Various kinds of imaging apparatuses that are configured to form images on sheet media are known. Some such apparatuses form images on sheet media in correspondence to an electronic document file, commonly referred to as a print job. Other types of imaging apparatus perform their imaging function in response to optically scanning an image-bearing sheet media. Thus, examples of imaging apparatuses include laser printers, inkjet printers, thermal imaging devices, photocopiers, etc.
Generally, such imaging apparatuses temporarily secure the sheet media in a registered relationship with an imaging engine (i.e., inkjet print head, etc.) during the image forming process so as to achieve the desired image placement on the media. One kind of device used to temporarily secure sheet media is the capacitive mat.

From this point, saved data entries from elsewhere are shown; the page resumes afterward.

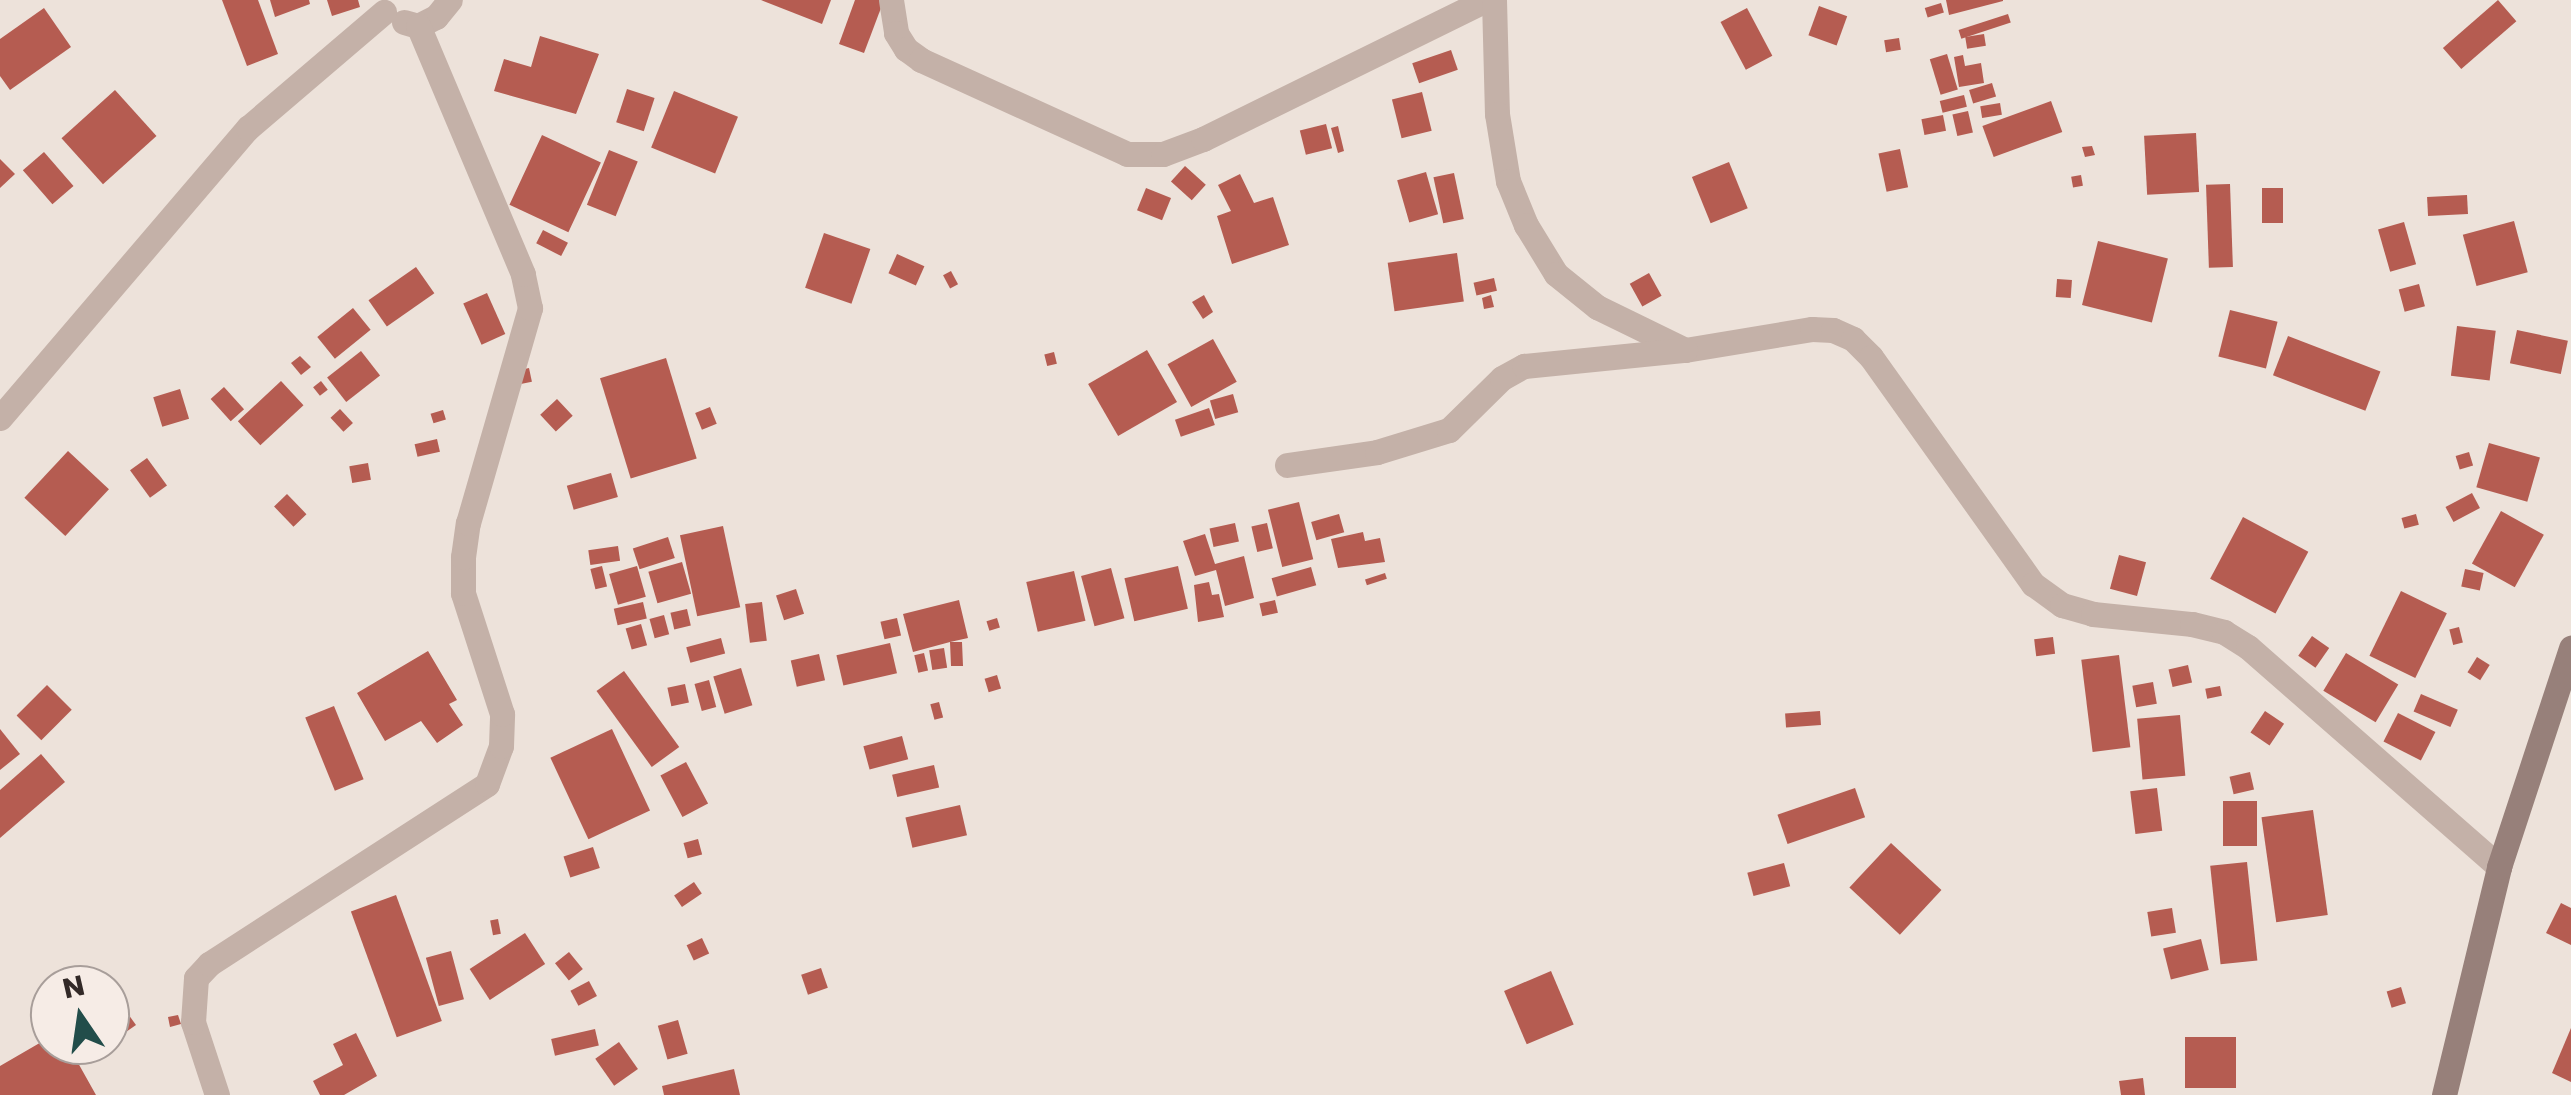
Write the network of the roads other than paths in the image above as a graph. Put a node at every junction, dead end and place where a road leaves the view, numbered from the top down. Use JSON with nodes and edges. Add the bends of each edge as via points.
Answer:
{"nodes":[{"id":1,"x":450,"y":0,"type":"edge"},
{"id":2,"x":891,"y":0,"type":"edge"},
{"id":3,"x":1486,"y":0,"type":"edge"},
{"id":4,"x":1494,"y":0,"type":"edge"},
{"id":5,"x":382,"y":6,"type":"edge"},
{"id":6,"x":418,"y":26,"type":"junction"},
{"id":7,"x":1685,"y":350,"type":"junction"},
{"id":8,"x":0,"y":418,"type":"edge"},
{"id":9,"x":1287,"y":466,"type":"dead end"},
{"id":10,"x":2571,"y":648,"type":"edge"},
{"id":11,"x":2499,"y":867,"type":"junction"},
{"id":12,"x":216,"y":1095,"type":"edge"},
{"id":13,"x":2444,"y":1095,"type":"edge"}],
"edges":[{"from":1,"to":6,"type":"street"},
{"from":2,"to":3,"type":"street","via":[[896,33],[921,60],[1127,154],[1162,154],[1203,138]]},
{"from":4,"to":7,"type":"street","via":[[1497,114],[1508,181],[1526,225],[1556,274],[1597,307]]},
{"from":5,"to":6,"type":"street"},
{"from":5,"to":8,"type":"street","via":[[248,128]]},
{"from":6,"to":12,"type":"street","via":[[523,274],[530,308],[463,558],[463,593],[502,714],[500,746],[487,784],[196,978],[193,1022]]},
{"from":7,"to":9,"type":"street","via":[[1524,366],[1448,430],[1378,452]]},
{"from":7,"to":11,"type":"street","via":[[1812,329],[1853,340],[2034,584],[2062,605],[2093,614],[2224,632]]},
{"from":10,"to":11,"type":"street"},
{"from":11,"to":13,"type":"street"}]}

Broadly speaking, capacitive mat devices typically include a number of electrically charged conductors, usually arranged as a grid or matrix within a layer of nonconductive material, to support a sheet of media in registered orientation by way of capacitive (i.e., electrostatic) attraction.
One generally undesirable aspect of capacitive mats is the tendency for the layer of nonconductive material to develop a residual electrostatic charge (known as polarization) over the course of operative time. This polarization tends to reduce the efficiency or ‘holding power’ of the capacitive mat with respect to the supported sheet media. Such loss of holding power can lead to movement and/or mis-registration of the sheet media supported by the capacitive mat during operation, resulting in undesirable or unacceptable imaging quality or media jams thereon.
Therefore, it is desirable to provide methods and apparatus for use with capacitive mats that address the polarization problems discussed above.